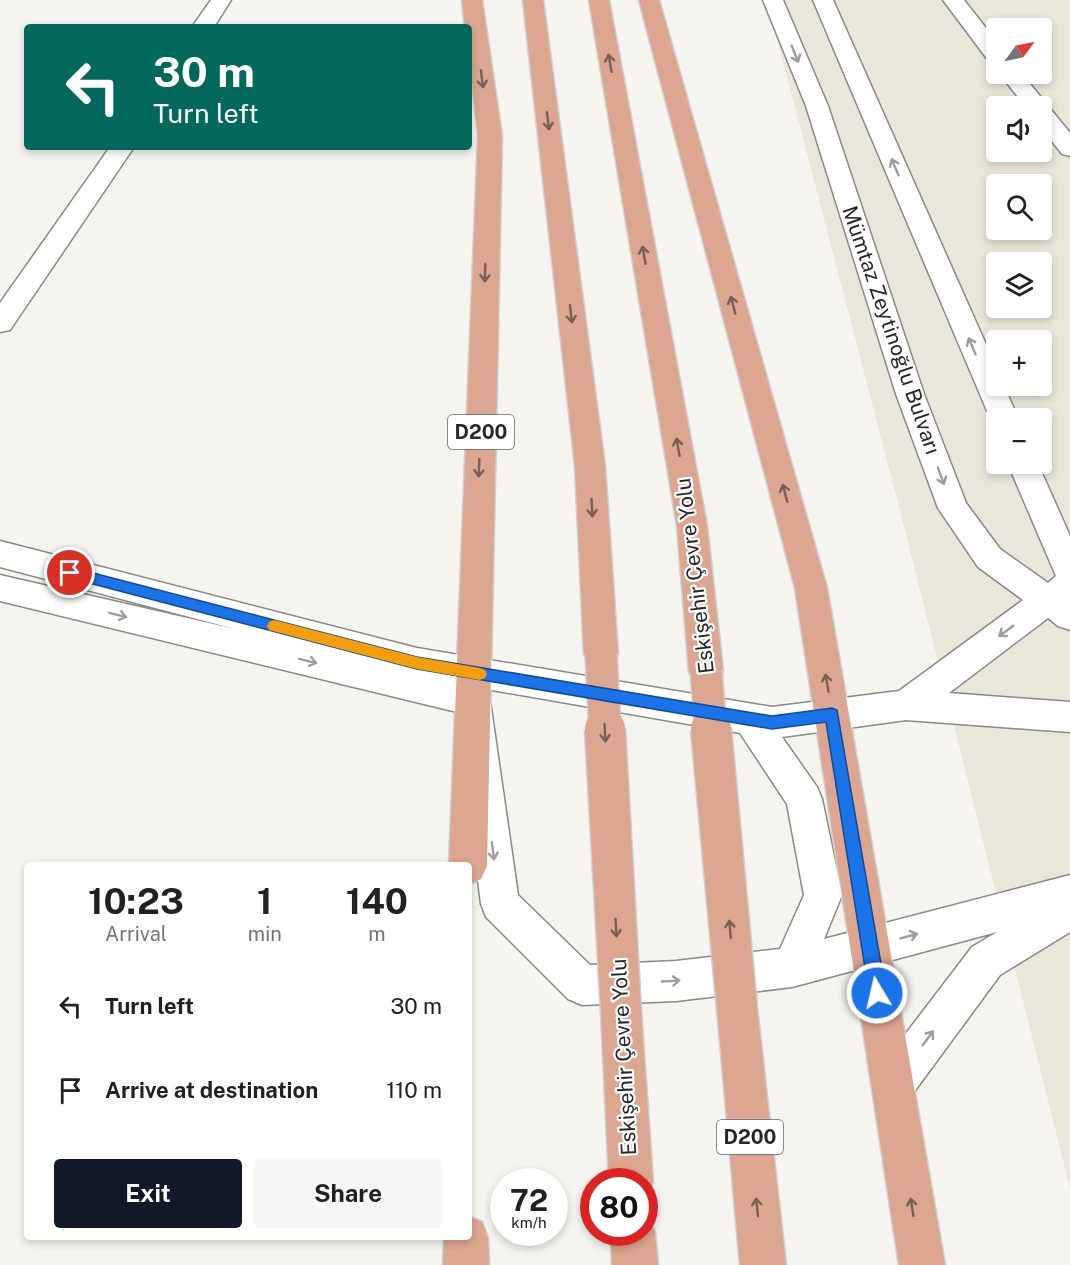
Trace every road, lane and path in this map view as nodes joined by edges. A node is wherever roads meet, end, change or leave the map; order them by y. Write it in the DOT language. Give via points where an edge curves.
graph roads {
  1 [pos="221,0"];
  2 [pos="472,0"];
  3 [pos="533,0"];
  4 [pos="599,0"];
  5 [pos="649,0"];
  6 [pos="773,0"];
  7 [pos="823,0"];
  8 [pos="953,0"];
  9 [pos="205,24"];
  10 [pos="986,42"];
  11 [pos="1019,84"];
  12 [pos="1029,96"];
  13 [pos="1052,126"];
  14 [pos="1070,149"];
  15 [pos="120,150"];
  16 [pos="0,323"];
  17 [pos="1000,408"];
  18 [pos="1027,474"];
  19 [pos="0,554"];
  20 [pos="1070,572"];
  21 [pos="0,588"];
  22 [pos="1063,600"];
  23 [pos="473,687"];
  24 [pos="906,705"];
  25 [pos="832,715"];
  26 [pos="1070,717"];
  27 [pos="750,719"];
  28 [pos="468,862"];
  29 [pos="1070,894"];
  30 [pos="1070,910"];
  31 [pos="870,947"];
  32 [pos="792,967"];
  33 [pos="893,1084"];
  34 [pos="629,1168"];
  35 [pos="466,1240"];
  36 [pos="634,1246"];
  37 [pos="466,1265"];
  38 [pos="635,1265"];
  39 [pos="763,1265"];
  40 [pos="922,1265"];
  1 -- 9 [label="street"];
  2 -- 23 [label="highway, D200, one-way" via="490,136"];
  3 -- 34 [label="highway, Eskişehir Çevre Yolu, one-way, bridge" via="590,466"];
  39 -- 4 [label="highway, Eskişehir Çevre Yolu / D200, one-way, bridge" via="693,526"];
  25 -- 5 [label="highway, one-way" via="811,588"];
  6 -- 22 [label="street, Mümtaz Zeytinoğlu Bulvarı, one-way" via="817,106 910,394 953,508 989,558"];
  17 -- 7 [label="street, one-way"];
  8 -- 10 [label="street"];
  11 -- 12 [label="street"];
  13 -- 14 [label="street"];
  15 -- 16 [label="street"];
  18 -- 20 [label="street"];
  19 -- 23 [label="street" via="417,663"];
  21 -- 23 [label="street, one-way"];
  22 -- 24 [label="street, one-way"];
  23 -- 27 [label="street"];
  23 -- 28 [label="highway, D200"];
  23 -- 32 [label="street, one-way" via="500,904 582,985 676,981"];
  24 -- 25 [label="street"];
  24 -- 26 [label="street"];
  25 -- 27 [label="street" via="772,723"];
  25 -- 31 [label="highway"];
  27 -- 32 [label="street" via="804,799 823,895"];
  31 -- 29 [label="street, one-way"];
  33 -- 30 [label="street, one-way" via="986,961"];
  31 -- 32 [label="street"];
  31 -- 33 [label="highway"];
  40 -- 33 [label="highway, one-way"];
  35 -- 37 [label="highway"];
  36 -- 38 [label="highway"];
}
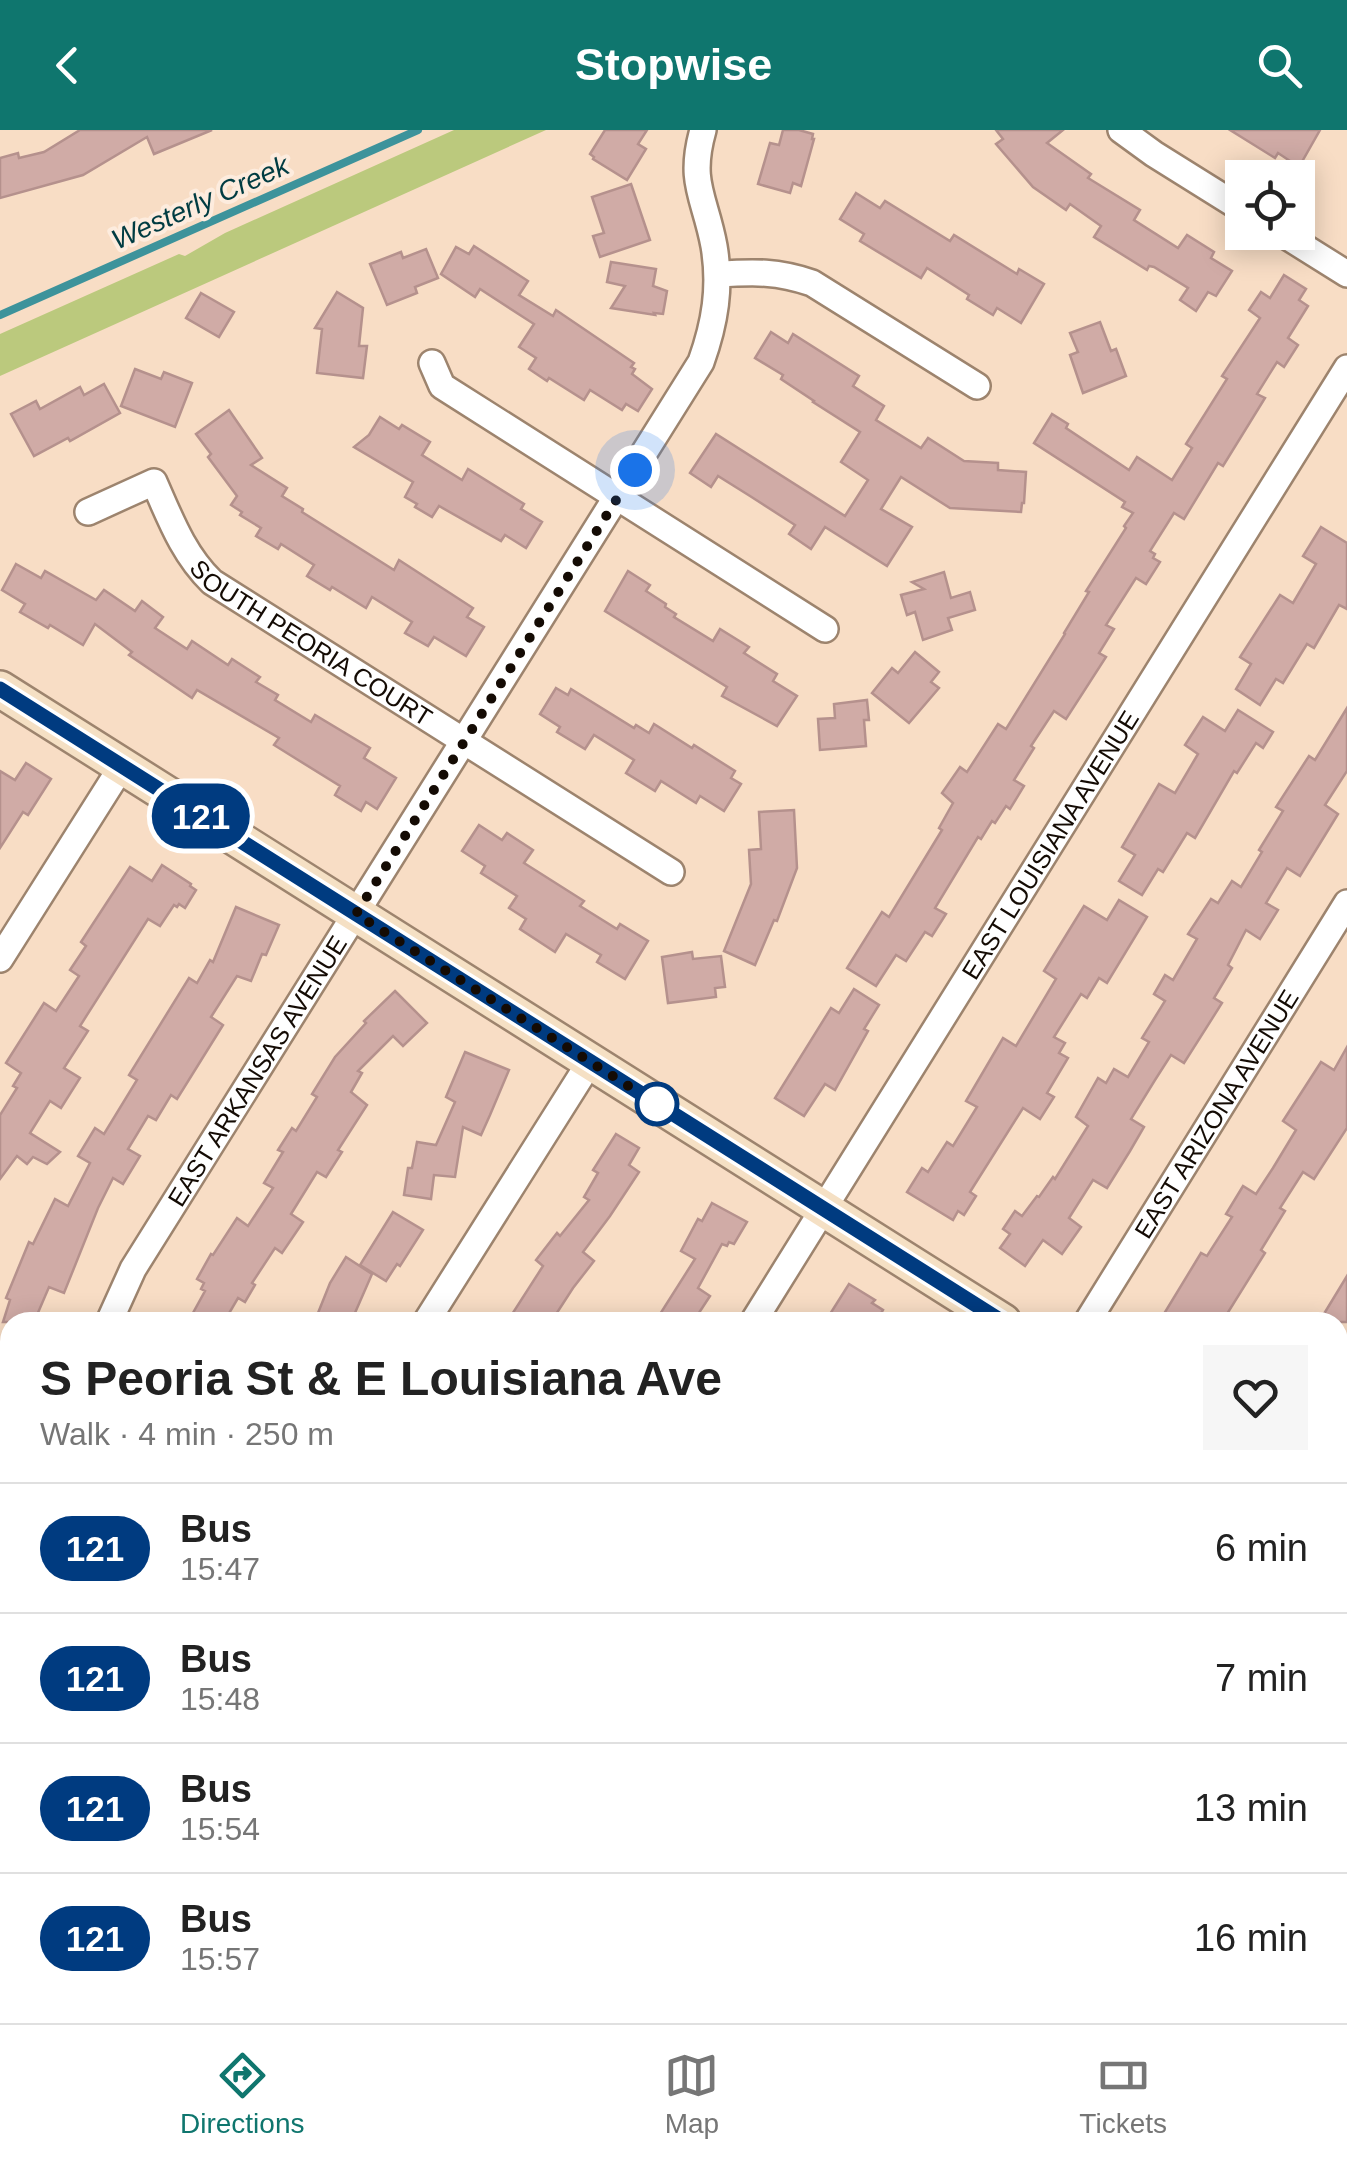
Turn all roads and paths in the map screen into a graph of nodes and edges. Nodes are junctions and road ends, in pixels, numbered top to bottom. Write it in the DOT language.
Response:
graph roads {
  1 [pos="703,130"];
  2 [pos="1121,130"];
  3 [pos="1225,198"];
  4 [pos="1309,250"];
  5 [pos="718,274"];
  6 [pos="1347,274"];
  7 [pos="432,363"];
  8 [pos="1347,368"];
  9 [pos="977,386"];
  10 [pos="618,498"];
  11 [pos="88,512"];
  12 [pos="824,629"];
  13 [pos="0,689"];
  14 [pos="464,742"];
  15 [pos="122,766"];
  16 [pos="671,872"];
  17 [pos="1347,903"];
  18 [pos="356,914"];
  19 [pos="0,959"];
  20 [pos="590,1062"];
  21 [pos="825,1210"];
  22 [pos="113,1312"];
  23 [pos="432,1312"];
  24 [pos="760,1312"];
  25 [pos="987,1312"];
  26 [pos="1092,1312"];
  1 -- 5 [label="street, EAST ARKANSAS AVENUE"];
  2 -- 3 [label="street"];
  4 -- 6 [label="street"];
  5 -- 9 [label="street"];
  5 -- 10 [label="street, EAST ARKANSAS AVENUE"];
  7 -- 10 [label="street"];
  8 -- 21 [label="street, EAST LOUISIANA AVENUE"];
  10 -- 12 [label="street"];
  10 -- 14 [label="street, EAST ARKANSAS AVENUE"];
  11 -- 14 [label="street, SOUTH PEORIA COURT"];
  13 -- 15 [label="main road"];
  14 -- 16 [label="street, SOUTH PEORIA COURT"];
  14 -- 18 [label="street, EAST ARKANSAS AVENUE"];
  15 -- 18 [label="main road"];
  15 -- 19 [label="street"];
  17 -- 26 [label="street, EAST ARIZONA AVENUE"];
  18 -- 20 [label="main road"];
  18 -- 22 [label="street, EAST ARKANSAS AVENUE"];
  20 -- 21 [label="main road"];
  20 -- 23 [label="street"];
  21 -- 24 [label="street, EAST LOUISIANA AVENUE"];
  21 -- 25 [label="main road"];
}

#####

- _EXERCISE OBJECTIVE_: An exact copy of the records above is needed, free of pictures.

- _SOLUTION FOR THIS PROBLEM_:
Trace every road, lane and path in this map view as nodes joined by edges. A node is wherever roads meet, end, change or leave the map; order them by y. Write it in the DOT language. Give via points where an edge curves.
graph roads {
  1 [pos="221,0"];
  2 [pos="472,0"];
  3 [pos="533,0"];
  4 [pos="599,0"];
  5 [pos="649,0"];
  6 [pos="773,0"];
  7 [pos="823,0"];
  8 [pos="953,0"];
  9 [pos="205,24"];
  10 [pos="986,42"];
  11 [pos="1019,84"];
  12 [pos="1029,96"];
  13 [pos="1052,126"];
  14 [pos="1070,149"];
  15 [pos="120,150"];
  16 [pos="0,323"];
  17 [pos="1000,408"];
  18 [pos="1027,474"];
  19 [pos="0,554"];
  20 [pos="1070,572"];
  21 [pos="0,588"];
  22 [pos="1063,600"];
  23 [pos="473,687"];
  24 [pos="906,705"];
  25 [pos="832,715"];
  26 [pos="1070,717"];
  27 [pos="750,719"];
  28 [pos="468,862"];
  29 [pos="1070,894"];
  30 [pos="1070,910"];
  31 [pos="870,947"];
  32 [pos="792,967"];
  33 [pos="893,1084"];
  34 [pos="629,1168"];
  35 [pos="466,1240"];
  36 [pos="634,1246"];
  37 [pos="466,1265"];
  38 [pos="635,1265"];
  39 [pos="763,1265"];
  40 [pos="922,1265"];
  1 -- 9 [label="street"];
  2 -- 23 [label="highway, D200, one-way" via="490,136"];
  3 -- 34 [label="highway, Eskişehir Çevre Yolu, one-way, bridge" via="590,466"];
  39 -- 4 [label="highway, Eskişehir Çevre Yolu / D200, one-way, bridge" via="693,526"];
  25 -- 5 [label="highway, one-way" via="811,588"];
  6 -- 22 [label="street, Mümtaz Zeytinoğlu Bulvarı, one-way" via="817,106 910,394 953,508 989,558"];
  17 -- 7 [label="street, one-way"];
  8 -- 10 [label="street"];
  11 -- 12 [label="street"];
  13 -- 14 [label="street"];
  15 -- 16 [label="street"];
  18 -- 20 [label="street"];
  19 -- 23 [label="street" via="417,663"];
  21 -- 23 [label="street, one-way"];
  22 -- 24 [label="street, one-way"];
  23 -- 27 [label="street"];
  23 -- 28 [label="highway, D200"];
  23 -- 32 [label="street, one-way" via="500,904 582,985 676,981"];
  24 -- 25 [label="street"];
  24 -- 26 [label="street"];
  25 -- 27 [label="street" via="772,723"];
  25 -- 31 [label="highway"];
  27 -- 32 [label="street" via="804,799 823,895"];
  31 -- 29 [label="street, one-way"];
  33 -- 30 [label="street, one-way" via="986,961"];
  31 -- 32 [label="street"];
  31 -- 33 [label="highway"];
  40 -- 33 [label="highway, one-way"];
  35 -- 37 [label="highway"];
  36 -- 38 [label="highway"];
}
Turn all roads and paths in the map screen into a graph of nodes and edges. Nodes are junctions and road ends, in pixels, numbered top to bottom. Write it in the DOT language.
Response:
graph roads {
  1 [pos="703,130"];
  2 [pos="1121,130"];
  3 [pos="1225,198"];
  4 [pos="1309,250"];
  5 [pos="718,274"];
  6 [pos="1347,274"];
  7 [pos="432,363"];
  8 [pos="1347,368"];
  9 [pos="977,386"];
  10 [pos="618,498"];
  11 [pos="88,512"];
  12 [pos="824,629"];
  13 [pos="0,689"];
  14 [pos="464,742"];
  15 [pos="122,766"];
  16 [pos="671,872"];
  17 [pos="1347,903"];
  18 [pos="356,914"];
  19 [pos="0,959"];
  20 [pos="590,1062"];
  21 [pos="825,1210"];
  22 [pos="113,1312"];
  23 [pos="432,1312"];
  24 [pos="760,1312"];
  25 [pos="987,1312"];
  26 [pos="1092,1312"];
  1 -- 5 [label="street, EAST ARKANSAS AVENUE"];
  2 -- 3 [label="street"];
  4 -- 6 [label="street"];
  5 -- 9 [label="street"];
  5 -- 10 [label="street, EAST ARKANSAS AVENUE"];
  7 -- 10 [label="street"];
  8 -- 21 [label="street, EAST LOUISIANA AVENUE"];
  10 -- 12 [label="street"];
  10 -- 14 [label="street, EAST ARKANSAS AVENUE"];
  11 -- 14 [label="street, SOUTH PEORIA COURT"];
  13 -- 15 [label="main road"];
  14 -- 16 [label="street, SOUTH PEORIA COURT"];
  14 -- 18 [label="street, EAST ARKANSAS AVENUE"];
  15 -- 18 [label="main road"];
  15 -- 19 [label="street"];
  17 -- 26 [label="street, EAST ARIZONA AVENUE"];
  18 -- 20 [label="main road"];
  18 -- 22 [label="street, EAST ARKANSAS AVENUE"];
  20 -- 21 [label="main road"];
  20 -- 23 [label="street"];
  21 -- 24 [label="street, EAST LOUISIANA AVENUE"];
  21 -- 25 [label="main road"];
}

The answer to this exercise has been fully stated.